CHAPTER 36

The phone rang again.

This time Fowler took it. “We’re fine!” he yelled and hung up. Then he looked at his children, who’d stopped singing.

“Again!” their father yelled. “Louder! It’s got to be heard way up the mountain in the Grinch’s cave!”

Fowler was really getting into it now; he’d launched into a second chorus when I stood up and shouted, “Counselor!”

The former civil defense attorney stopped and looked at me dumbly while his children’s terrified singing dwindled to sniffling.

“What?” he said. “Don’t like Dr.
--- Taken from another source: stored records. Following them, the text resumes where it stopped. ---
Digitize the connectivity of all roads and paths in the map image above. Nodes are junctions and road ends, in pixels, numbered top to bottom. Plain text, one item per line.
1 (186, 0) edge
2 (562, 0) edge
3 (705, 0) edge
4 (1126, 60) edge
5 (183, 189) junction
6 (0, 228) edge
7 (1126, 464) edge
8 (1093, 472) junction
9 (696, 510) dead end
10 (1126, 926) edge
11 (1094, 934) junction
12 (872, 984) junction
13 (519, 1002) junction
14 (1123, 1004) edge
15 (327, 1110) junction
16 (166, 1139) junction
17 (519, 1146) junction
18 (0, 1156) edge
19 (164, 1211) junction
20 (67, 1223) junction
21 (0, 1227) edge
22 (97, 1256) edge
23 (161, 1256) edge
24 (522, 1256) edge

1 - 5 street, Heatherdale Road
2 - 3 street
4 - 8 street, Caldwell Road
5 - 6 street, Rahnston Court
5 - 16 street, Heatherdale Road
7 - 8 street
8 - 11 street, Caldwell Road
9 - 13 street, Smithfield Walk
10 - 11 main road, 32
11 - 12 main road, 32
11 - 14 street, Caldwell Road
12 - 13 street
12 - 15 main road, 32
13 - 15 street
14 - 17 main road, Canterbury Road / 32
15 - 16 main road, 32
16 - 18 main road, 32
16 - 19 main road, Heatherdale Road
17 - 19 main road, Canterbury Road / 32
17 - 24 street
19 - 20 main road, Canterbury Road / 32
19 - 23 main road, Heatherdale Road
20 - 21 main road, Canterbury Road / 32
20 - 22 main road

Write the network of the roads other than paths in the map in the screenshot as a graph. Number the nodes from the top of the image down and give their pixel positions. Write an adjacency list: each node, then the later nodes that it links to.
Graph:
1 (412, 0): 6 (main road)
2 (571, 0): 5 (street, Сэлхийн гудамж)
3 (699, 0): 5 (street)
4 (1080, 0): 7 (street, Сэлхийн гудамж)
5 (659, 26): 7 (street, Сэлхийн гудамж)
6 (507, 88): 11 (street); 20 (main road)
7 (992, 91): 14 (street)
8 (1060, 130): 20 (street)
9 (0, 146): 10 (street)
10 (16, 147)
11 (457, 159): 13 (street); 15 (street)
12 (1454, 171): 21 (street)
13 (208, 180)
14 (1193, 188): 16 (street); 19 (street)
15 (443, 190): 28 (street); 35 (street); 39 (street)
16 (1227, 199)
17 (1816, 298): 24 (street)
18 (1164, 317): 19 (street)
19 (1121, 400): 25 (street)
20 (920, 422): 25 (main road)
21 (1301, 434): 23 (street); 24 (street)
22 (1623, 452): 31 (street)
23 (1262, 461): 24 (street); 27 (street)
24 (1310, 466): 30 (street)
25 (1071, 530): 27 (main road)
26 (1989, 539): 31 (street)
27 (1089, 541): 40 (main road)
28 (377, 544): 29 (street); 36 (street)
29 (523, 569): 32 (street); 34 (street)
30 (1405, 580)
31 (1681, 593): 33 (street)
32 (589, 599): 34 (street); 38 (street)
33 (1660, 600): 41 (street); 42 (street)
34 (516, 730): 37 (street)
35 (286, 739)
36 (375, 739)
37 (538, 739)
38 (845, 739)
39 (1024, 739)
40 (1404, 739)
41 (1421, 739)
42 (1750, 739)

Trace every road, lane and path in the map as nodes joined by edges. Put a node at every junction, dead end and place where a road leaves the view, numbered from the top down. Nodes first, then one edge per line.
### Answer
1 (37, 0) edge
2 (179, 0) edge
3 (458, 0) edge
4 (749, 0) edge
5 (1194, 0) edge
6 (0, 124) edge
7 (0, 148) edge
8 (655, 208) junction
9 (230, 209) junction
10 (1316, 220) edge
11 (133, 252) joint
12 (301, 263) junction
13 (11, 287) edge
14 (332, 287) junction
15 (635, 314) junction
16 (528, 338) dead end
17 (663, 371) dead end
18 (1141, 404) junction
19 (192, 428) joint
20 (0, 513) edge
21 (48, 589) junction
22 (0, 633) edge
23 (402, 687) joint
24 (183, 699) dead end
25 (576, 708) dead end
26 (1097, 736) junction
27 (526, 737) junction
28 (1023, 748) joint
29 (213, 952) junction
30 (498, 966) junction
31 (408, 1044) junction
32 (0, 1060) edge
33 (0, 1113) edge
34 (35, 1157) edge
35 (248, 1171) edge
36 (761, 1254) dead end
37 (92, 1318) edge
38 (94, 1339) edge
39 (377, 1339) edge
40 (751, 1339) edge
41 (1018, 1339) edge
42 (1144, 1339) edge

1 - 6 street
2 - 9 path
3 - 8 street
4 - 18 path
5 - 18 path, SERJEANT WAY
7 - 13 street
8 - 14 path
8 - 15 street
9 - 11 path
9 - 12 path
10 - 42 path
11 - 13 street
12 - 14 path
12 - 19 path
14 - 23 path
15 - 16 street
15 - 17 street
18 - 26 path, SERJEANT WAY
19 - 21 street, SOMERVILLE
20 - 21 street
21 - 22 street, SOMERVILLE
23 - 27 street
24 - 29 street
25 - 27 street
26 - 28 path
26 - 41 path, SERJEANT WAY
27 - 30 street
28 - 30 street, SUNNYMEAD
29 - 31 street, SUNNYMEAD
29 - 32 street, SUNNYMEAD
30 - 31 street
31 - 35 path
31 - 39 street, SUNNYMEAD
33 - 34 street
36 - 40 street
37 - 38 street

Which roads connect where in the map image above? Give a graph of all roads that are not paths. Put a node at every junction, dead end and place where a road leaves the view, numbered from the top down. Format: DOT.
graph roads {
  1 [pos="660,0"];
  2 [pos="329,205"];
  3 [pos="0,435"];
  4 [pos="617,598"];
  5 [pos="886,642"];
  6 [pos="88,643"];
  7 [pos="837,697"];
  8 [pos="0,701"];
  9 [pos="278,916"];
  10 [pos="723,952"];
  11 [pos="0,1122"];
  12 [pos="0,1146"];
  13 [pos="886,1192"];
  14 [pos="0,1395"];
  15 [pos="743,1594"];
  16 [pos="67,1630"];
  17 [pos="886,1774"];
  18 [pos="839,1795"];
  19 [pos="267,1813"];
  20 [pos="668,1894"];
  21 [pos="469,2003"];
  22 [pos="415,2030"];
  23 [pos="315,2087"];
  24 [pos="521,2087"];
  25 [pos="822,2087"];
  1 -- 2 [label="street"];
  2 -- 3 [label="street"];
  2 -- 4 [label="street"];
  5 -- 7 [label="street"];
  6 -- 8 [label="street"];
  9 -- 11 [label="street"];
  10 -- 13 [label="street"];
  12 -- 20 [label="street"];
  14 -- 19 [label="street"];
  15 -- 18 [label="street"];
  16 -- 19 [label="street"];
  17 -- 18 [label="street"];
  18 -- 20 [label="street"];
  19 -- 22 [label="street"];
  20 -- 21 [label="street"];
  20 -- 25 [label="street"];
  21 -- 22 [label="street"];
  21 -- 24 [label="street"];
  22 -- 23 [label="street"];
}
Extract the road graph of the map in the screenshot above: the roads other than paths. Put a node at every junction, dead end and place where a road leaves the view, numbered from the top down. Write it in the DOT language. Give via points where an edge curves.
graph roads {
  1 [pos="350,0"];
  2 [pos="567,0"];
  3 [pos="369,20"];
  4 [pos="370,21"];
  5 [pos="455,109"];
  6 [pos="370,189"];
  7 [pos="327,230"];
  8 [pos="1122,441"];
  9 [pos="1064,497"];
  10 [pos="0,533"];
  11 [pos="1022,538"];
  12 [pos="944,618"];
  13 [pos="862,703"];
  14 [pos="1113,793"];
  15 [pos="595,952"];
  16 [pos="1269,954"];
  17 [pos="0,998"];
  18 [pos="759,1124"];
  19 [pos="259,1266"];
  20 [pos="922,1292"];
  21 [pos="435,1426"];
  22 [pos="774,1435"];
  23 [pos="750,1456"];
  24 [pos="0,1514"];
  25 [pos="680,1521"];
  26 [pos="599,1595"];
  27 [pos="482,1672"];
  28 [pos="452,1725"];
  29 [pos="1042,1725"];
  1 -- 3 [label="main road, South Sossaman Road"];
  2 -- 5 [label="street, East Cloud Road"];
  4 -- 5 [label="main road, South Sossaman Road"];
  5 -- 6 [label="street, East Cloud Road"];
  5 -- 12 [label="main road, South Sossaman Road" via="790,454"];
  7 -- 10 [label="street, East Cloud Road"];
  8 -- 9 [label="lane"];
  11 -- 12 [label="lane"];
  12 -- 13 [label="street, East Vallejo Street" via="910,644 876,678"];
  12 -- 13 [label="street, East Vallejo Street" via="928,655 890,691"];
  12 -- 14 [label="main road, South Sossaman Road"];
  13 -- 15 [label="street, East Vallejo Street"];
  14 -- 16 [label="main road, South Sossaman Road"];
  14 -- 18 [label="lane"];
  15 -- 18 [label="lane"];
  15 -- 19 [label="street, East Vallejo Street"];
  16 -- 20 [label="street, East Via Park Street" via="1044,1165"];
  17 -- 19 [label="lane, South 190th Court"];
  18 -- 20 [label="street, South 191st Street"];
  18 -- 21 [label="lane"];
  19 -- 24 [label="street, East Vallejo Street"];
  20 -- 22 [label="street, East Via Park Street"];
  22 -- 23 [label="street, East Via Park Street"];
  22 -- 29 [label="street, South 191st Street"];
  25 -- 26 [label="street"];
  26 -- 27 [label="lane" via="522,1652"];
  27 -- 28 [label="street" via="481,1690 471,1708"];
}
Seuss on Christmas morning, Cross?”

“I love Dr. Seuss on Christmas morning, or on any morning. It’s just time for a little cross-examination.”

For a moment there was indecision in Fowler’s face, then he set the rifle against the fireplace and said, “Sorry, trial’s over.”

“Call this an appeal, then,” I said.

“No appeals!” he shouted, reaching into his pocket and feeding something into his mouth. “There are no appeals in this courtroom.”

“But judgments can be overturned,” I said, moving toward him.

“There will be no stays of execution.”

I looked at him and said softly, “Was it the Huntington’s drug case…or the vaccine for hepatitis A?”